The Adirondack Council – the largest citizen environmental group in New York state working in the Adirondack Park – has taken notice of the aquatic invasive species issue. The council’s mission is to ensure the ecological integrity and wild character of the Adirondack Park.

“This is one of our priorities for legislative action in 2014,” said Adirondack Council Director of Communications John Sheehan. “We feel the state needs to do something in the way we deal with aquatic invasive species.”

Sheehan said more inspections of boats need to be required, and one of the first places that has begun is Loon Lake in Warren County.

“There has been some good programs developed by lake associations,” he added.

Sheehan said it is difficult to try to eradicate an invasive species, such as the spiny water flea that has “taken hold” of the Great Sacandaga Lake.

The invasive spiny water flea, if left unchecked in the Great Sacandaga Lake’s waters, has the potential to starve the lake’s native species, according to researchers and officials trying to lessen its effects.

The flea, which is a form of crustacean called a zooplankton and feeds on other, smaller zooplankton, was first discovered in the Great Sacandaga Lake in October 2008. DEC has said the flea, native to Eurasia, was probably brought over from the Great Lakes by boaters who did not realize the crustaceans were clinging to their boats or fishing lines. Spiny water fleas have the potential to congregate on certain parts of a boat, which is how they travel to non-native waters. Once they arrive in such territory, they quickly lay eggs, which sometimes lay dormant for years and therefore are difficult to track.

DEC wants anglers and boaters to be aware of the part they may play in the spread of invasive species in New York state and take action to help stem their spread.

The full text of the proposed regulation can be found on DEC’s website at

“These proposed regulatory changes are the latest in a series of actions DEC has taken over the past few years to combat the spread of harmful invasive species, including the emerald ash borer,” Martens stated in a news release. “Cooperation and assistance from the public is essential in order for these efforts to succeed.
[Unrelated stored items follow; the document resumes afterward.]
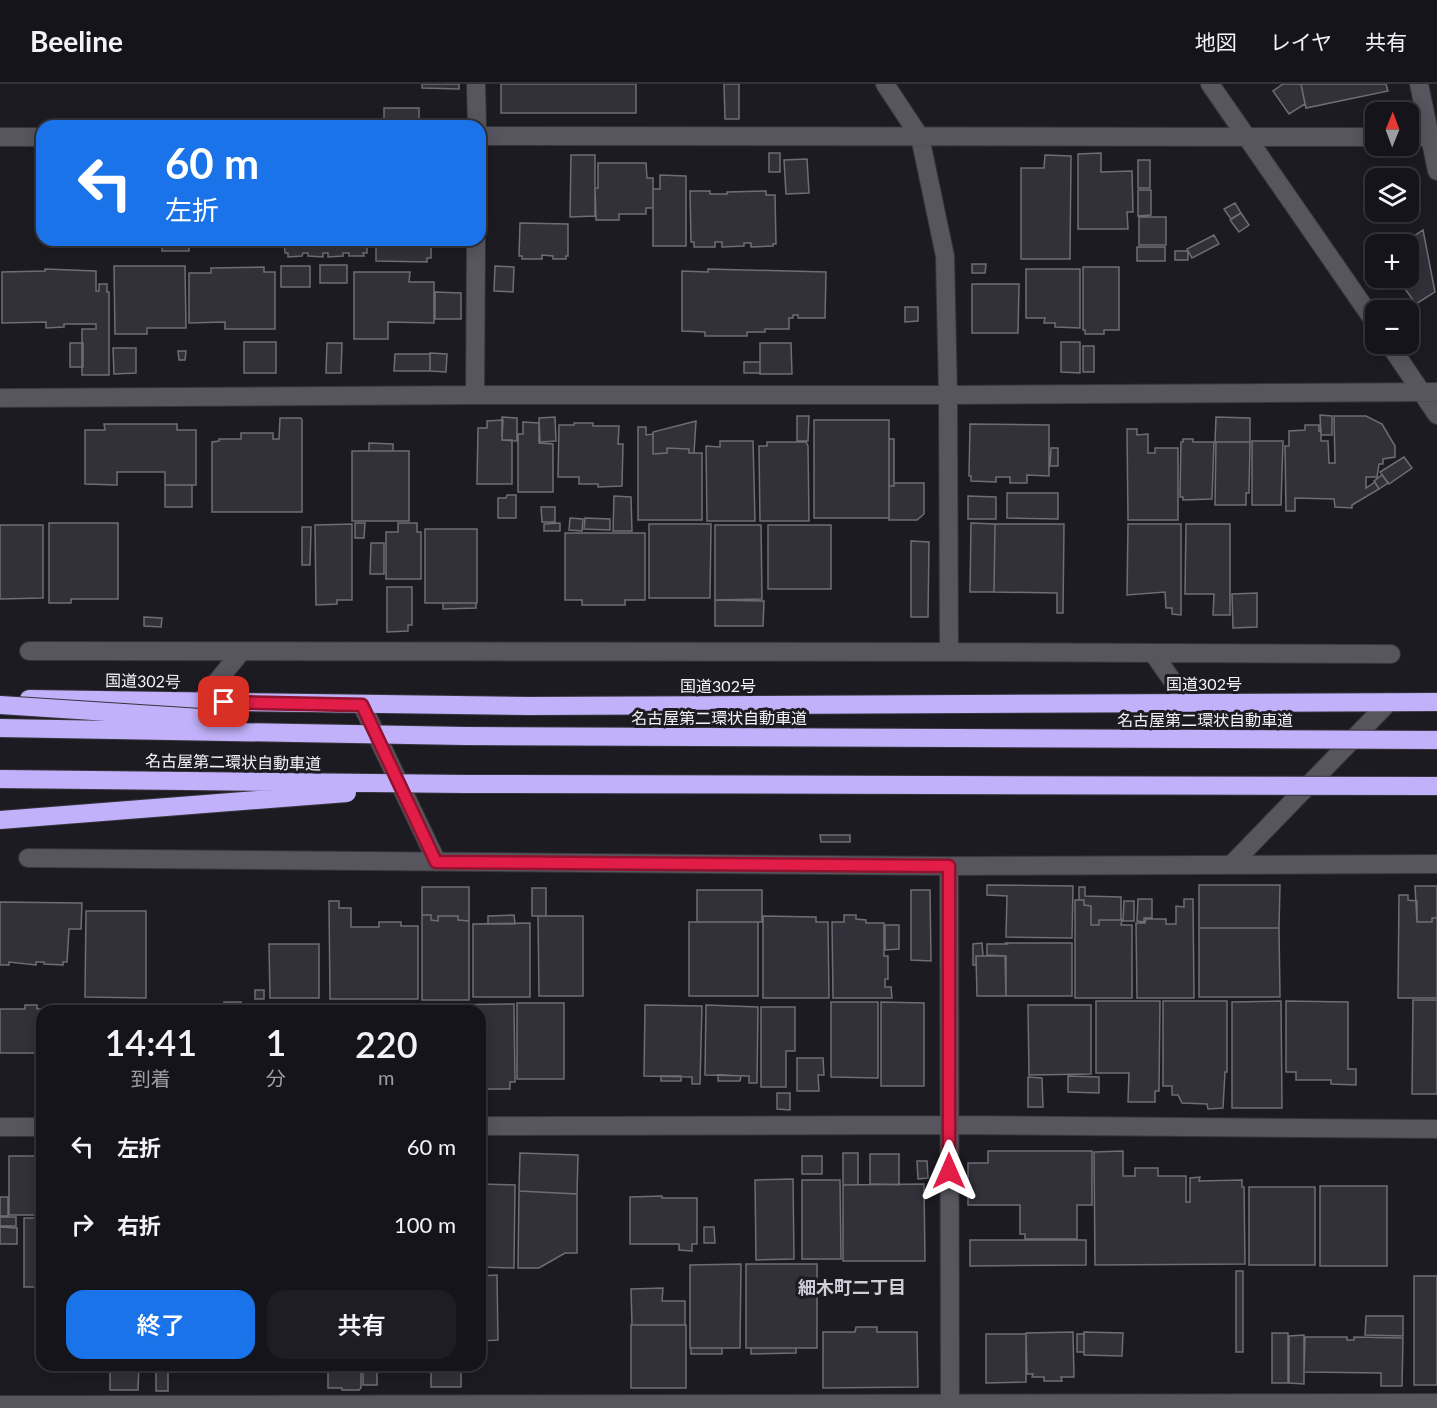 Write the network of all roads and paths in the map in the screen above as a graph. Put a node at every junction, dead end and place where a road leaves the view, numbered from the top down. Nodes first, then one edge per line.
1 (476, 84) edge
2 (885, 84) edge
3 (1210, 84) edge
4 (1419, 84) edge
5 (477, 120) edge
6 (36, 136) edge
7 (486, 136) edge
8 (0, 137) edge
9 (920, 137) junction
10 (1365, 137) edge
11 (1433, 137) edge
12 (1246, 138) junction
13 (1437, 171) edge
14 (476, 246) edge
15 (1365, 308) edge
16 (1398, 354) edge
17 (1430, 392) edge
18 (475, 394) junction
19 (948, 396) junction
20 (0, 398) edge
21 (1437, 414) edge
22 (29, 651) dead end
23 (241, 651) junction
24 (949, 651) junction
25 (1153, 653) junction
26 (1391, 654) dead end
27 (0, 699) edge
28 (201, 701) junction
29 (1389, 702) junction
30 (1437, 702) edge
31 (1188, 703) junction
32 (0, 705) edge
33 (362, 705) junction
34 (0, 728) edge
35 (465, 736) junction
36 (1437, 740) edge
37 (0, 779) edge
38 (465, 784) junction
39 (1437, 786) edge
40 (0, 820) edge
41 (28, 858) dead end
42 (436, 862) junction
43 (1437, 864) edge
44 (1231, 865) junction
45 (949, 866) junction
46 (949, 1125) junction
47 (486, 1126) edge
48 (0, 1127) edge
49 (36, 1127) edge
50 (1437, 1129) edge
51 (1437, 1403) edge
52 (0, 1405) edge
53 (950, 1406) edge

1 - 5 street
2 - 9 street
3 - 12 street
4 - 11 street
6 - 8 street
7 - 9 street
9 - 12 street
9 - 19 street
10 - 12 street
11 - 13 street
12 - 15 street
14 - 18 street
16 - 17 street
17 - 19 street
17 - 21 street
18 - 19 street
18 - 20 street
19 - 24 street
22 - 23 street
23 - 24 street
23 - 28 street
24 - 25 street
25 - 26 street
25 - 31 street
27 - 28 highway, 国道302号
28 - 33 highway, 国道302号
29 - 30 highway, 国道302号
29 - 31 highway, 国道302号
29 - 44 street
31 - 33 highway, 国道302号
32 - 35 highway, bridge
33 - 42 street
34 - 35 highway, 名古屋第二環状自動車道, bridge
35 - 36 highway, 名古屋第二環状自動車道, bridge
37 - 38 highway, 名古屋第二環状自動車道, bridge
38 - 39 highway, 名古屋第二環状自動車道, bridge
38 - 40 highway, bridge
41 - 42 street
42 - 45 street
43 - 44 street
44 - 45 street
45 - 46 street
46 - 47 street
46 - 50 street
46 - 53 street
48 - 49 street
51 - 53 street
52 - 53 street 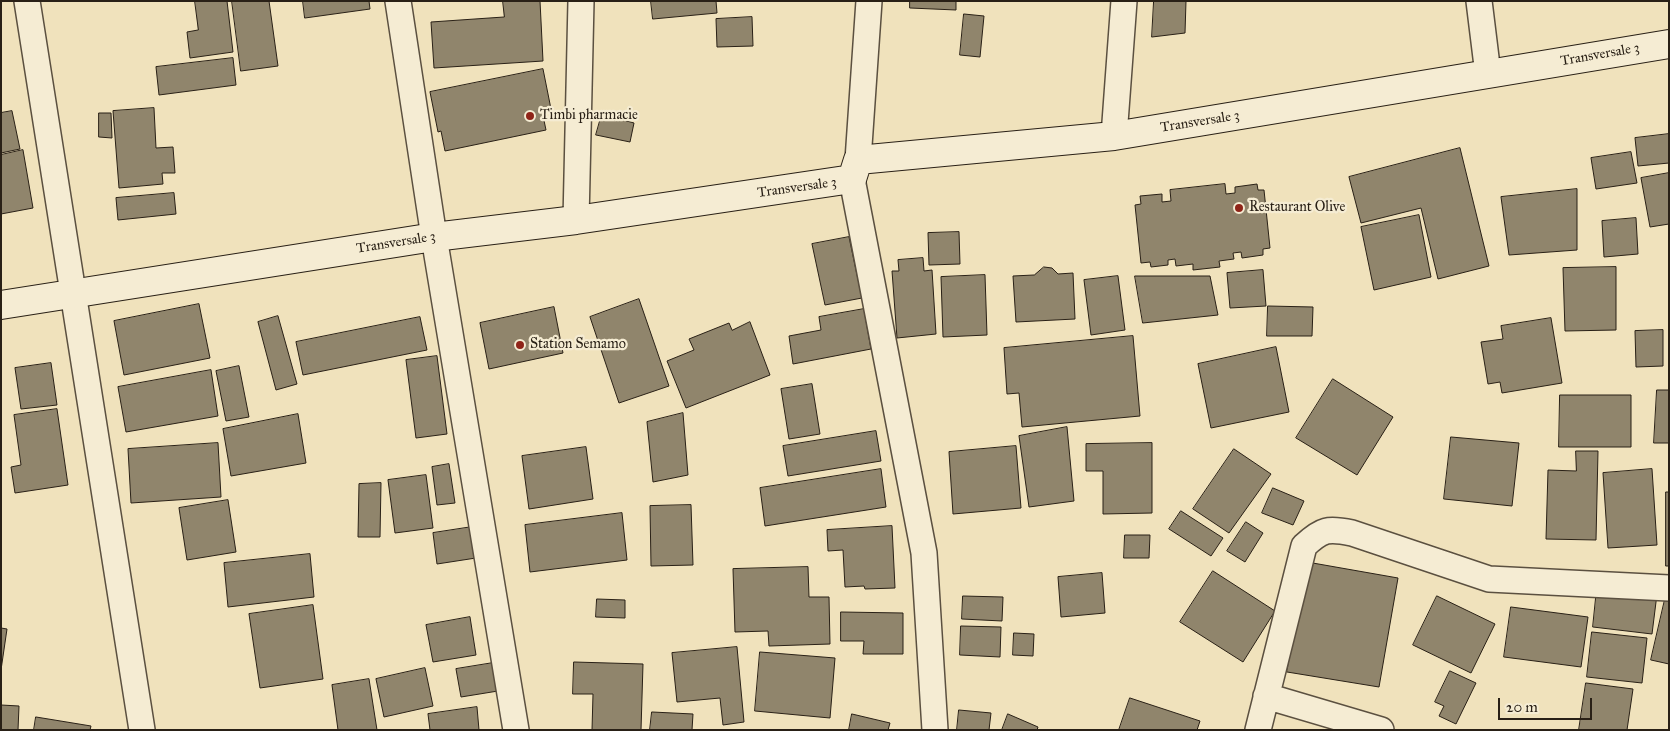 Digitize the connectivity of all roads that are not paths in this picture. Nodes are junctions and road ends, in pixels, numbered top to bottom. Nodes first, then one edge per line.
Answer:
1 (28, 1) edge
2 (398, 1) edge
3 (581, 1) edge
4 (868, 1) edge
5 (1124, 1) edge
6 (1480, 1) edge
7 (1669, 44) edge
8 (1488, 74) junction
9 (1114, 136) junction
10 (855, 170) junction
11 (576, 220) junction
12 (434, 237) junction
13 (73, 293) junction
14 (1, 305) edge
15 (1669, 588) edge
16 (1266, 696) junction
17 (142, 730) edge
18 (516, 730) edge
19 (935, 730) edge
20 (1258, 730) edge
21 (1381, 730) edge

1 - 13 street
2 - 12 street
3 - 11 street
4 - 10 street
5 - 9 street
6 - 8 street
7 - 8 main road, Transversale 3
8 - 9 main road, Transversale 3
9 - 10 main road, Transversale 3
10 - 11 main road, Transversale 3
10 - 19 street
11 - 12 main road, Transversale 3
12 - 13 main road, Transversale 3
12 - 18 street
13 - 14 main road, Transversale 3
13 - 17 street
15 - 16 street
16 - 20 street
16 - 21 street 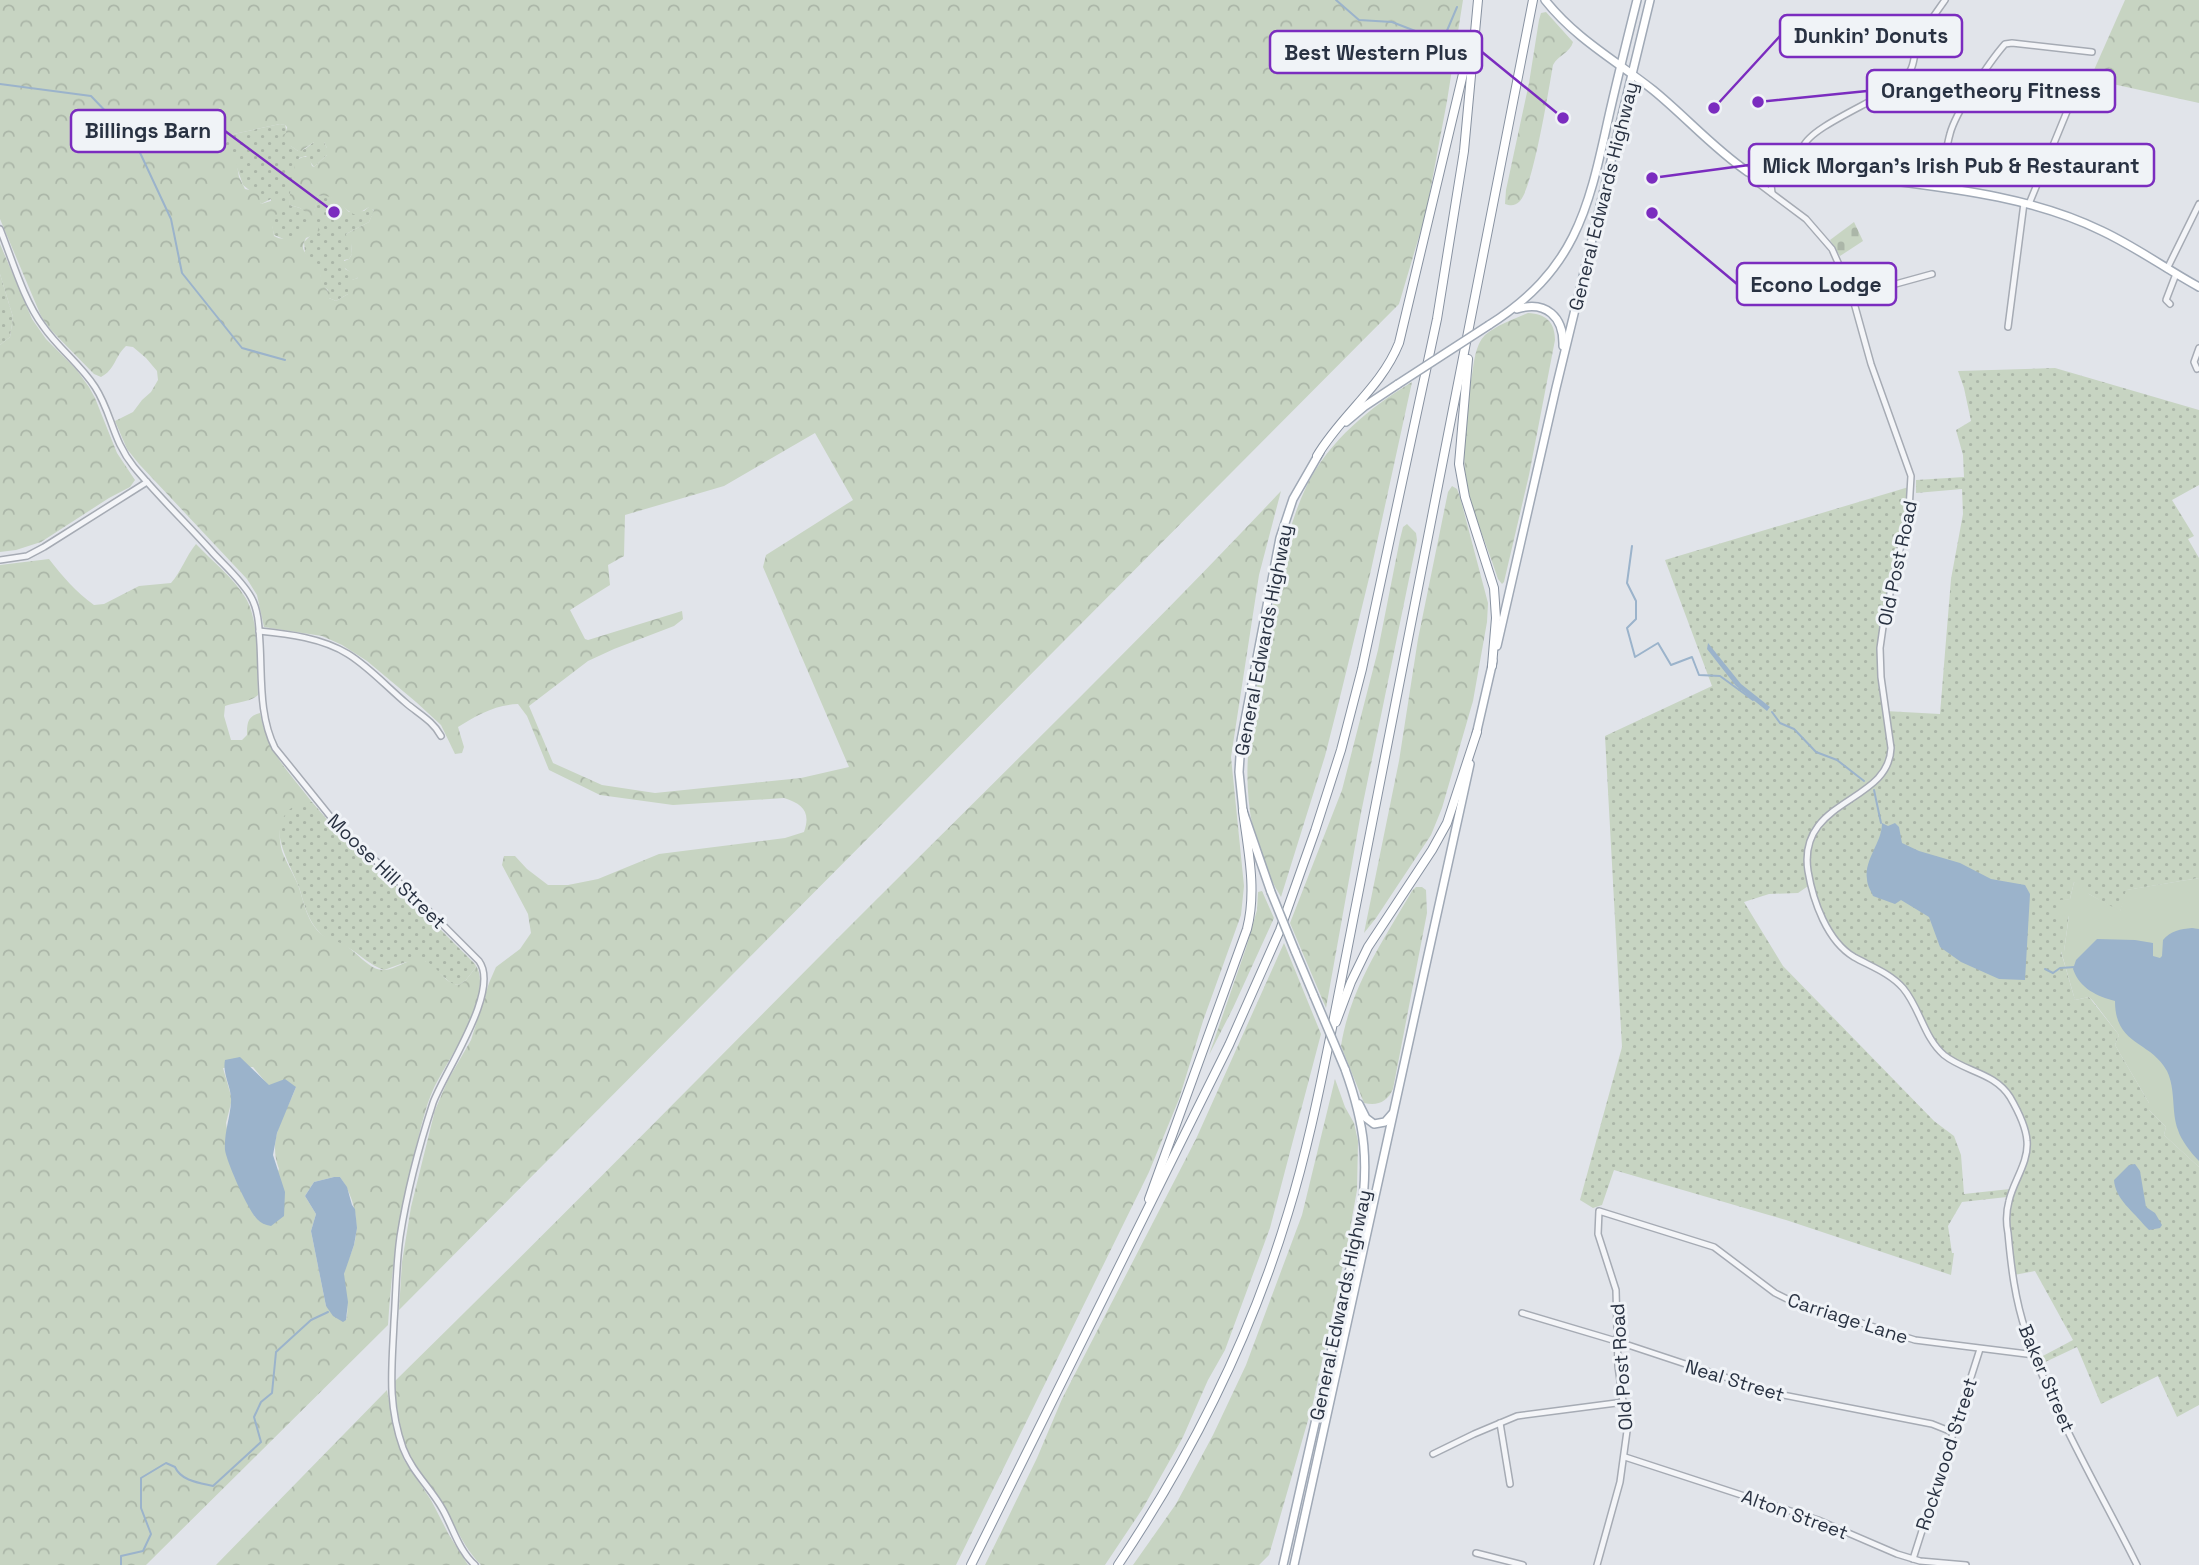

Boats, trailers and the equipment can spread aquatic invasive species from waterbody to waterbody and significantly harm recreational and commercial use of a waterbody while having a detrimental effect on native fish, wildlife and plants. This regulation is an important component of DEC’s efforts to help ensure AIS-free waters remain free and additional AIS are not introduced to other waters.”

Boaters are advised to carefully check their boats, trailers and equipment for any plant or animal material that may be clinging to it and remove it if found. Nuisance Invasive Species Disposal Stations are provided at many DEC boat launches for this purpose. The boat should also be completely drained, including live wells, bait wells and bilge tanks, and dried before it is used in another waterbody.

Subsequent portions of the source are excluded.